Dataset items:
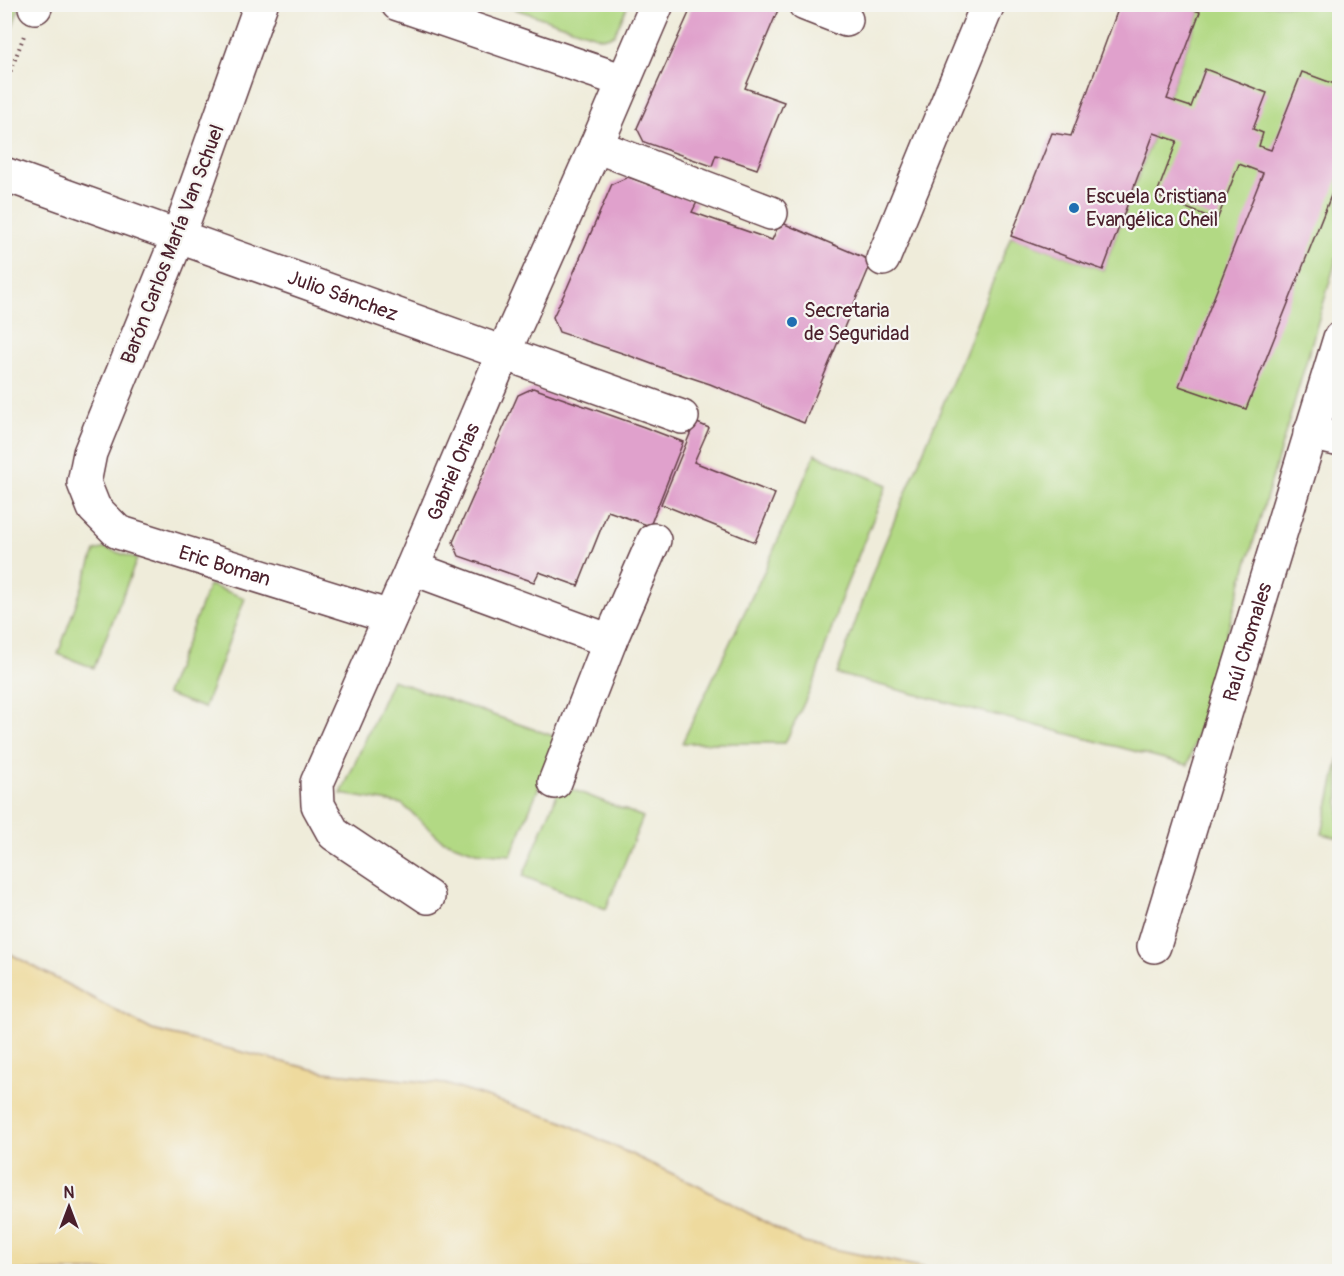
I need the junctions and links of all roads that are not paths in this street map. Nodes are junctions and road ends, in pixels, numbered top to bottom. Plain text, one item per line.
1 (261, 4) edge
2 (398, 4) edge
3 (657, 4) edge
4 (805, 4) edge
5 (988, 4) edge
6 (846, 20) dead end
7 (624, 81) junction
8 (596, 146) junction
9 (5, 174) edge
10 (771, 213) dead end
11 (178, 237) junction
12 (883, 259) dead end
13 (1340, 338) edge
14 (504, 352) junction
15 (682, 417) dead end
16 (1325, 436) edge
17 (84, 483) joint
18 (654, 540) dead end
19 (412, 568) junction
20 (390, 617) junction
21 (610, 641) junction
22 (555, 782) dead end
23 (428, 897) dead end
24 (1154, 946) dead end

1 - 11 street, Barón Carlos María Van Schuel
2 - 7 street
3 - 7 street, Gabriel Orias
4 - 6 street
5 - 12 street
7 - 8 street, Gabriel Orias
8 - 10 street
8 - 14 street, Gabriel Orias
9 - 11 street, Julio Sánchez
11 - 14 street, Julio Sánchez
11 - 17 street, Barón Carlos María Van Schuel
13 - 16 street, Raúl Chomales
14 - 15 street, Julio Sánchez
14 - 19 street, Gabriel Orias
16 - 24 street, Raúl Chomales
17 - 20 street, Eric Boman
18 - 21 street
19 - 20 street, Gabriel Orias
19 - 21 street
20 - 23 street, Gabriel Orias
21 - 22 street

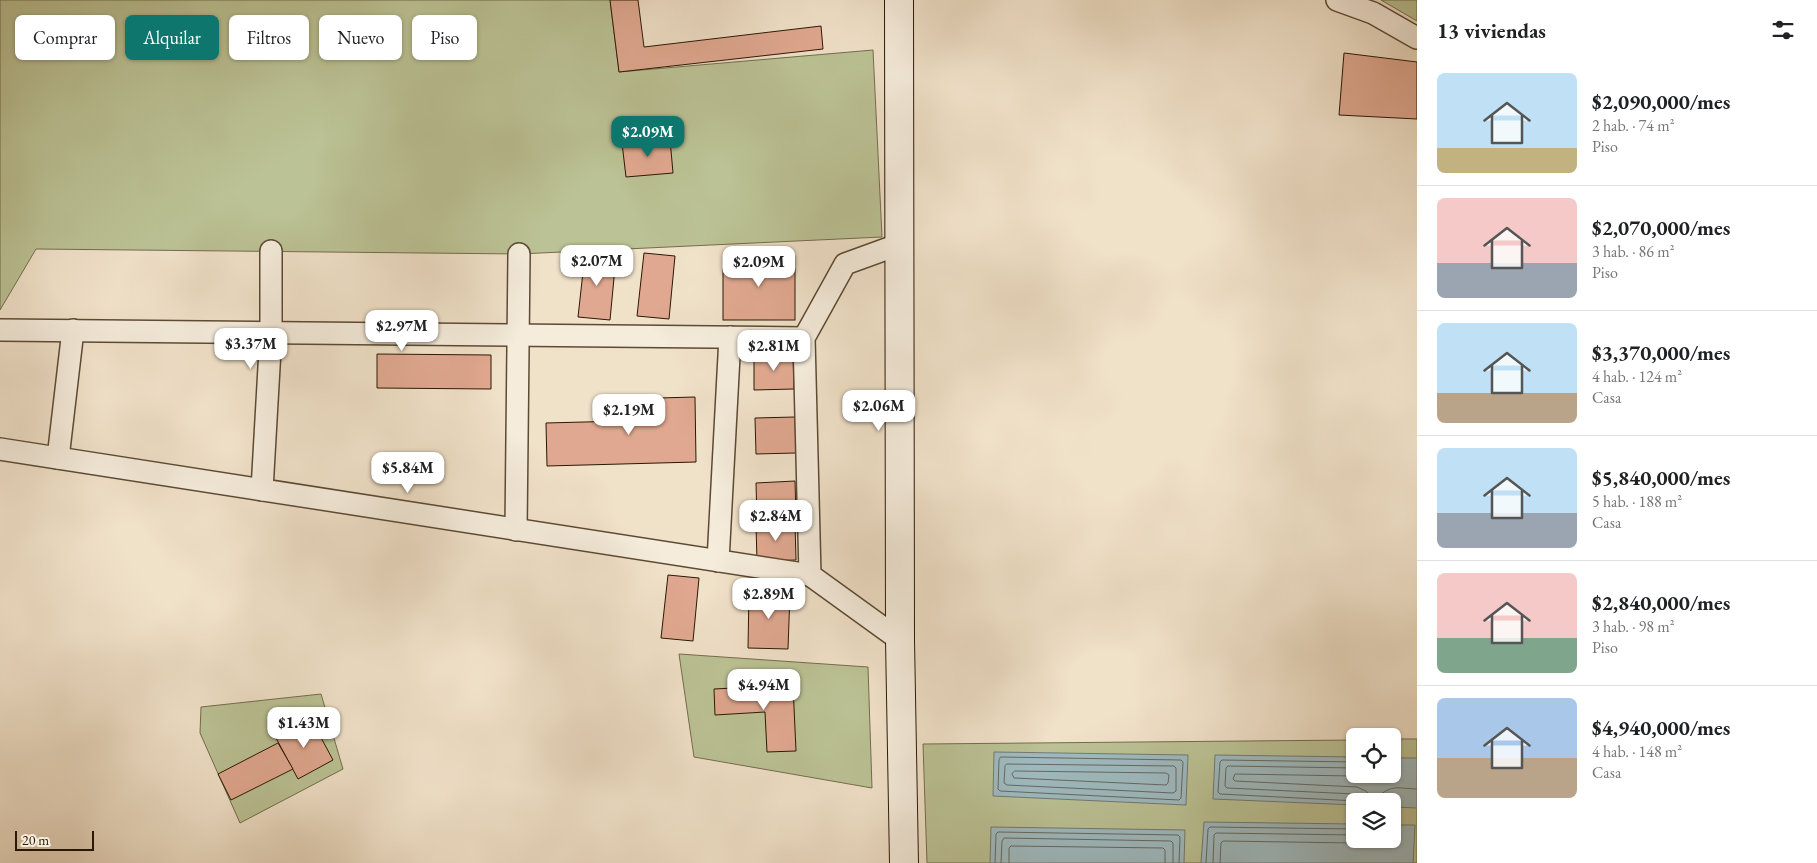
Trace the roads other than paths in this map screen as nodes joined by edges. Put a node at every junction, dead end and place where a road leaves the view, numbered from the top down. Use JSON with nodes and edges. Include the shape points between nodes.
{"nodes":[{"id":1,"x":899,"y":0,"type":"edge"},
{"id":2,"x":1337,"y":0,"type":"edge"},
{"id":3,"x":1417,"y":38,"type":"edge"},
{"id":4,"x":900,"y":244,"type":"junction"},
{"id":5,"x":271,"y":251,"type":"dead end"},
{"id":6,"x":519,"y":254,"type":"dead end"},
{"id":7,"x":0,"y":330,"type":"edge"},
{"id":8,"x":73,"y":330,"type":"junction"},
{"id":9,"x":271,"y":332,"type":"junction"},
{"id":10,"x":518,"y":335,"type":"junction"},
{"id":11,"x":730,"y":337,"type":"junction"},
{"id":12,"x":804,"y":338,"type":"junction"},
{"id":13,"x":0,"y":449,"type":"edge"},
{"id":14,"x":58,"y":458,"type":"junction"},
{"id":15,"x":262,"y":490,"type":"junction"},
{"id":16,"x":516,"y":530,"type":"junction"},
{"id":17,"x":718,"y":561,"type":"junction"},
{"id":18,"x":810,"y":575,"type":"junction"},
{"id":19,"x":900,"y":640,"type":"junction"},
{"id":20,"x":904,"y":863,"type":"edge"}],
"edges":[{"from":1,"to":4,"type":"main road"},
{"from":2,"to":3,"type":"street","via":[[1373,13]]},
{"from":4,"to":12,"type":"street","via":[[845,264]]},
{"from":4,"to":19,"type":"main road"},
{"from":5,"to":9,"type":"street"},
{"from":6,"to":10,"type":"street"},
{"from":7,"to":8,"type":"street"},
{"from":8,"to":9,"type":"street"},
{"from":8,"to":14,"type":"street"},
{"from":9,"to":10,"type":"street"},
{"from":9,"to":15,"type":"street"},
{"from":10,"to":11,"type":"street"},
{"from":10,"to":16,"type":"street"},
{"from":11,"to":12,"type":"street"},
{"from":11,"to":17,"type":"street"},
{"from":12,"to":18,"type":"street"},
{"from":13,"to":14,"type":"street"},
{"from":14,"to":15,"type":"street"},
{"from":15,"to":16,"type":"street"},
{"from":16,"to":17,"type":"street"},
{"from":17,"to":18,"type":"street"},
{"from":18,"to":19,"type":"street"},
{"from":19,"to":20,"type":"main road"}]}
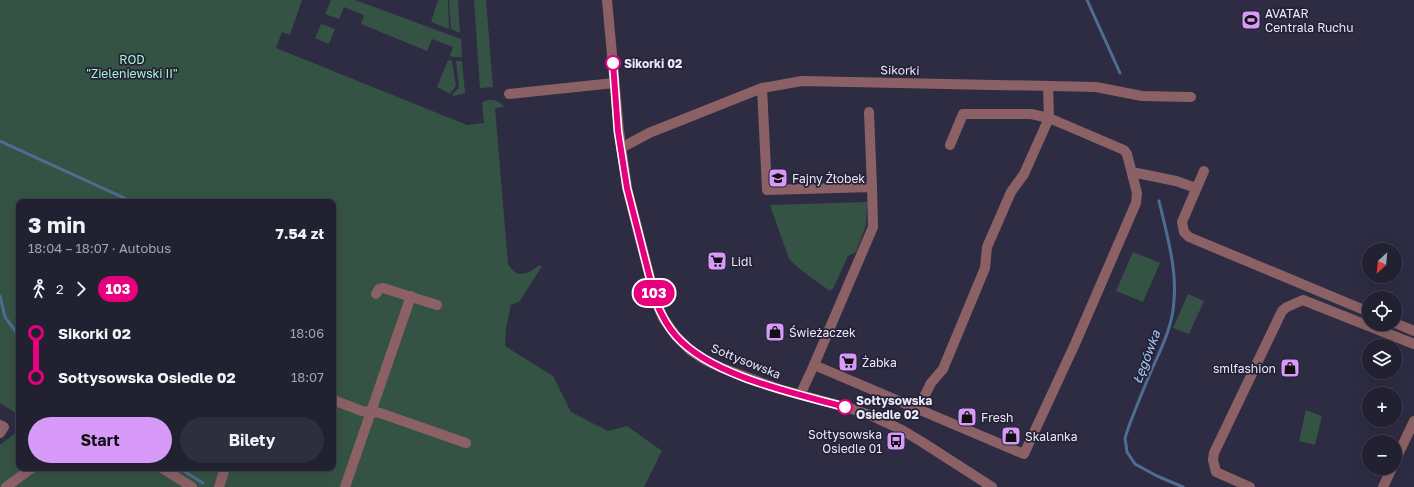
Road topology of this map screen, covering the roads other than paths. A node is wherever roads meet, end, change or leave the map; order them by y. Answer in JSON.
{"nodes":[{"id":1,"x":607,"y":0,"type":"edge"},
{"id":2,"x":614,"y":83,"type":"junction"},
{"id":3,"x":1048,"y":86,"type":"junction"},
{"id":4,"x":762,"y":88,"type":"junction"},
{"id":5,"x":509,"y":94,"type":"dead end"},
{"id":6,"x":1191,"y":97,"type":"dead end"},
{"id":7,"x":869,"y":112,"type":"dead end"},
{"id":8,"x":1049,"y":118,"type":"junction"},
{"id":9,"x":950,"y":145,"type":"dead end"},
{"id":10,"x":621,"y":148,"type":"junction"},
{"id":11,"x":1204,"y":171,"type":"dead end"},
{"id":12,"x":1132,"y":172,"type":"junction"},
{"id":13,"x":872,"y":187,"type":"junction"},
{"id":14,"x":1196,"y":188,"type":"junction"},
{"id":15,"x":376,"y":294,"type":"dead end"},
{"id":16,"x":411,"y":296,"type":"junction"},
{"id":17,"x":437,"y":305,"type":"dead end"},
{"id":18,"x":1362,"y":309,"type":"edge"},
{"id":19,"x":1402,"y":326,"type":"edge"},
{"id":20,"x":1414,"y":331,"type":"edge"},
{"id":21,"x":1414,"y":344,"type":"edge"},
{"id":22,"x":814,"y":365,"type":"junction"},
{"id":23,"x":800,"y":395,"type":"junction"},
{"id":24,"x":336,"y":401,"type":"edge"},
{"id":25,"x":918,"y":409,"type":"junction"},
{"id":26,"x":371,"y":412,"type":"junction"},
{"id":27,"x":1414,"y":421,"type":"edge"},
{"id":28,"x":0,"y":425,"type":"edge"},
{"id":29,"x":0,"y":433,"type":"edge"},
{"id":30,"x":466,"y":443,"type":"dead end"},
{"id":31,"x":1402,"y":446,"type":"edge"},
{"id":32,"x":28,"y":471,"type":"edge"},
{"id":33,"x":167,"y":471,"type":"edge"},
{"id":34,"x":224,"y":471,"type":"edge"},
{"id":35,"x":1388,"y":475,"type":"edge"},
{"id":36,"x":6,"y":487,"type":"edge"},
{"id":37,"x":192,"y":487,"type":"edge"},
{"id":38,"x":219,"y":487,"type":"edge"},
{"id":39,"x":345,"y":487,"type":"edge"},
{"id":40,"x":992,"y":487,"type":"edge"},
{"id":41,"x":1250,"y":487,"type":"edge"},
{"id":42,"x":1382,"y":487,"type":"edge"}],
"edges":[{"from":1,"to":2,"type":"street","name":"Sołtysowska"},
{"from":2,"to":5,"type":"street"},
{"from":2,"to":10,"type":"street","name":"Sołtysowska"},
{"from":3,"to":4,"type":"street","name":"Sikorki"},
{"from":3,"to":6,"type":"street","name":"Sikorki"},
{"from":3,"to":8,"type":"street"},
{"from":4,"to":10,"type":"street","name":"Sikorki"},
{"from":4,"to":13,"type":"street"},
{"from":7,"to":13,"type":"street"},
{"from":8,"to":9,"type":"street"},
{"from":8,"to":12,"type":"street"},
{"from":8,"to":25,"type":"street"},
{"from":10,"to":23,"type":"street","name":"Sołtysowska"},
{"from":11,"to":14,"type":"street"},
{"from":12,"to":14,"type":"street"},
{"from":12,"to":25,"type":"street"},
{"from":13,"to":22,"type":"street"},
{"from":14,"to":18,"type":"street"},
{"from":15,"to":16,"type":"street"},
{"from":16,"to":17,"type":"street"},
{"from":16,"to":26,"type":"street"},
{"from":19,"to":20,"type":"street"},
{"from":21,"to":41,"type":"street"},
{"from":22,"to":23,"type":"street"},
{"from":22,"to":25,"type":"street"},
{"from":23,"to":40,"type":"street","name":"Sołtysowska"},
{"from":24,"to":26,"type":"street"},
{"from":26,"to":30,"type":"street"},
{"from":26,"to":39,"type":"street"},
{"from":27,"to":31,"type":"street"},
{"from":28,"to":29,"type":"street"},
{"from":32,"to":36,"type":"street"},
{"from":33,"to":37,"type":"street"},
{"from":34,"to":38,"type":"street"},
{"from":35,"to":42,"type":"street"}]}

● **Action item**
Search the entries for "Raúl" and show every line that has it.

● **Output of the task**
13 - 16 street, Raúl Chomales
16 - 24 street, Raúl Chomales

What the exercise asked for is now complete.